Re: [PATCH v3 18/20] commit-graph: add '--reachable' option

[Date Prev][Date Next][Thread Prev][Thread Next][Date Index][Thread Index]

 



On 6/2/2018 1:34 PM, Jakub Narebski wrote:
Derrick Stolee <dstolee@xxxxxxxxxxxxx> writes:

When writing commit-graph files, it can be convenient to ask for all
reachable commits (starting at the ref set) in the resulting file. This
is particularly helpful when writing to stdin is complicated, such as a
future integration with 'git gc' which will call
write_commit_graph_reachable() after performing cleanup of the object
database.
Nice.

The last sentence of the commit message is a bit long, though, in my
opinion.

Signed-off-by: Derrick Stolee <dstolee@xxxxxxxxxxxxx>
---
  Documentation/git-commit-graph.txt |  8 ++++++--
  builtin/commit-graph.c             | 16 ++++++++++++----
  commit-graph.c                     | 32 ++++++++++++++++++++++++++++++++
  commit-graph.h                     |  1 +
  t/t5318-commit-graph.sh            | 10 ++++++++++
  5 files changed, 61 insertions(+), 6 deletions(-)

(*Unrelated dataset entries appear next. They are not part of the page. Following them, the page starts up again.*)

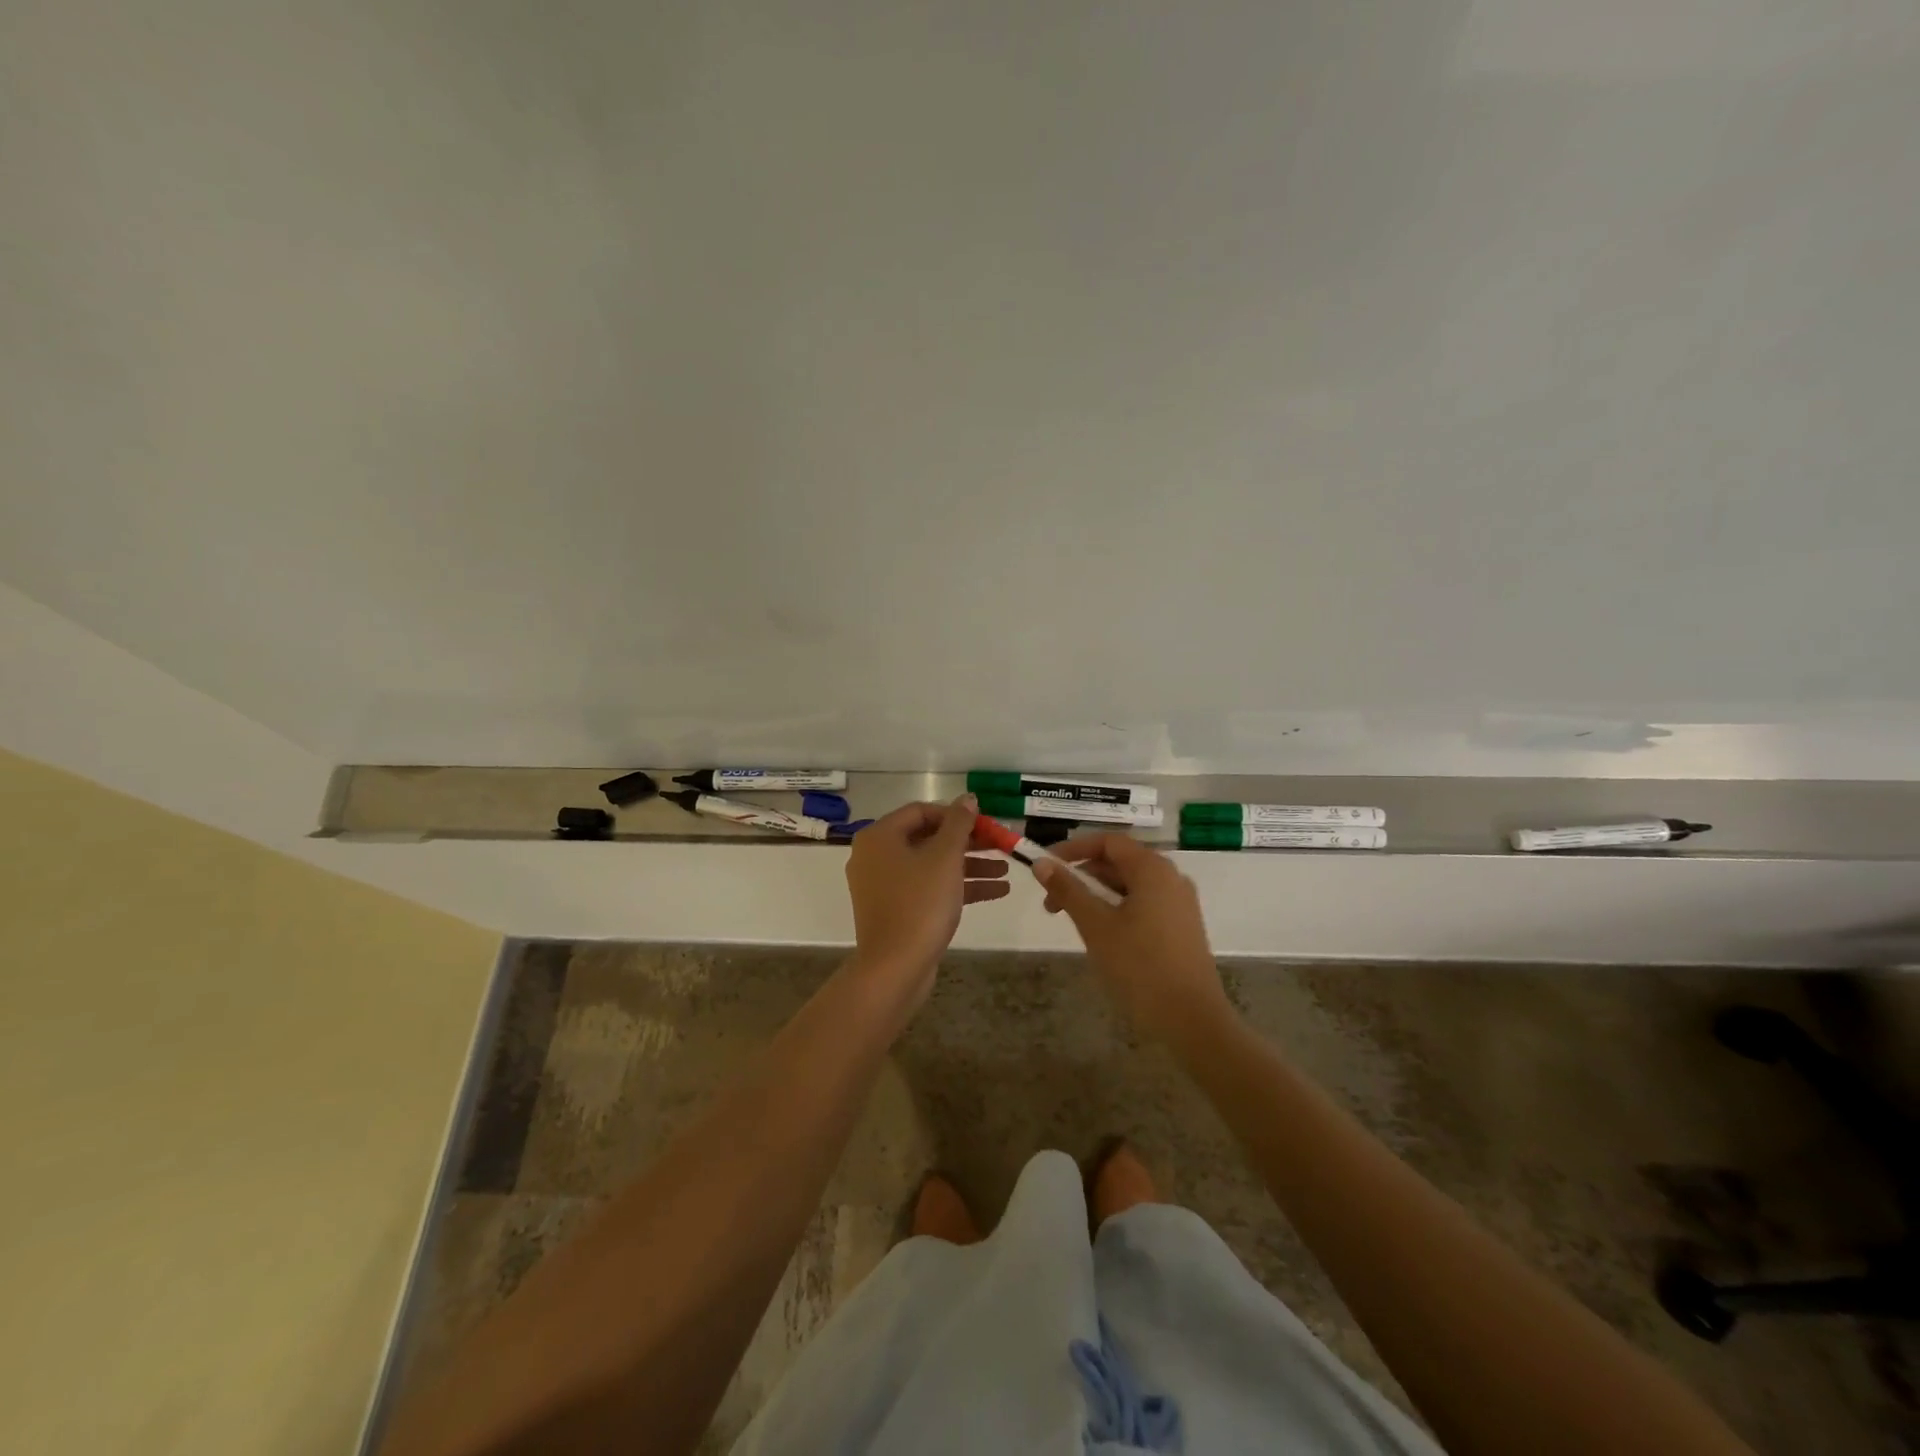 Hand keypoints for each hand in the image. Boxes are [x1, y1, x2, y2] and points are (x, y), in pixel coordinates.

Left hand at [844, 795, 1008, 1008]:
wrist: (895, 968)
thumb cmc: (920, 903)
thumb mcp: (946, 857)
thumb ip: (959, 823)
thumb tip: (968, 799)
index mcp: (880, 836)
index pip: (922, 811)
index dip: (956, 815)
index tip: (985, 825)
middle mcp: (876, 856)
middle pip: (928, 838)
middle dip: (968, 843)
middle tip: (1000, 847)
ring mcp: (884, 885)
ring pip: (932, 866)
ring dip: (969, 866)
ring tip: (1005, 872)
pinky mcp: (895, 910)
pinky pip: (928, 888)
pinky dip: (957, 887)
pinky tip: (996, 892)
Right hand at [1035, 834, 1232, 1046]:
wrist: (1192, 1020)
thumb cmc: (1140, 966)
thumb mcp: (1095, 925)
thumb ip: (1068, 890)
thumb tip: (1041, 863)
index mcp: (1152, 869)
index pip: (1108, 842)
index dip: (1073, 849)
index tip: (1045, 867)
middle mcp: (1170, 878)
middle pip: (1118, 862)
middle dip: (1082, 877)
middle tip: (1051, 904)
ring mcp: (1180, 903)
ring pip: (1130, 886)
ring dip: (1097, 896)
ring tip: (1073, 922)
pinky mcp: (1182, 927)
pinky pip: (1144, 904)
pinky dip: (1117, 909)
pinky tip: (1102, 936)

diff --git a/Documentation/git-commit-graph.txt b/Documentation/git-commit-graph.txt
index a222cfab08..dececb79d7 100644
--- a/Documentation/git-commit-graph.txt
+++ b/Documentation/git-commit-graph.txt
@@ -38,12 +38,16 @@ Write a commit graph file based on the commits found in packfiles.
  +
  With the `--stdin-packs` option, generate the new commit graph by
  walking objects only in the specified pack-indexes. (Cannot be combined
-with --stdin-commits.)
+with `--stdin-commits` or `--reachable`.)
  +
  With the `--stdin-commits` option, generate the new commit graph by
  walking commits starting at the commits specified in stdin as a list
  of OIDs in hex, one OID per line. (Cannot be combined with
---stdin-packs.)
+`--stdin-packs` or `--reachable`.)
++
+With the `--reachable` option, generate the new commit graph by walking
+commits starting at all refs. (Cannot be combined with `--stdin-commits`
+or `--stdin-packs`.)
All right (though I wonder a bit about the restriction).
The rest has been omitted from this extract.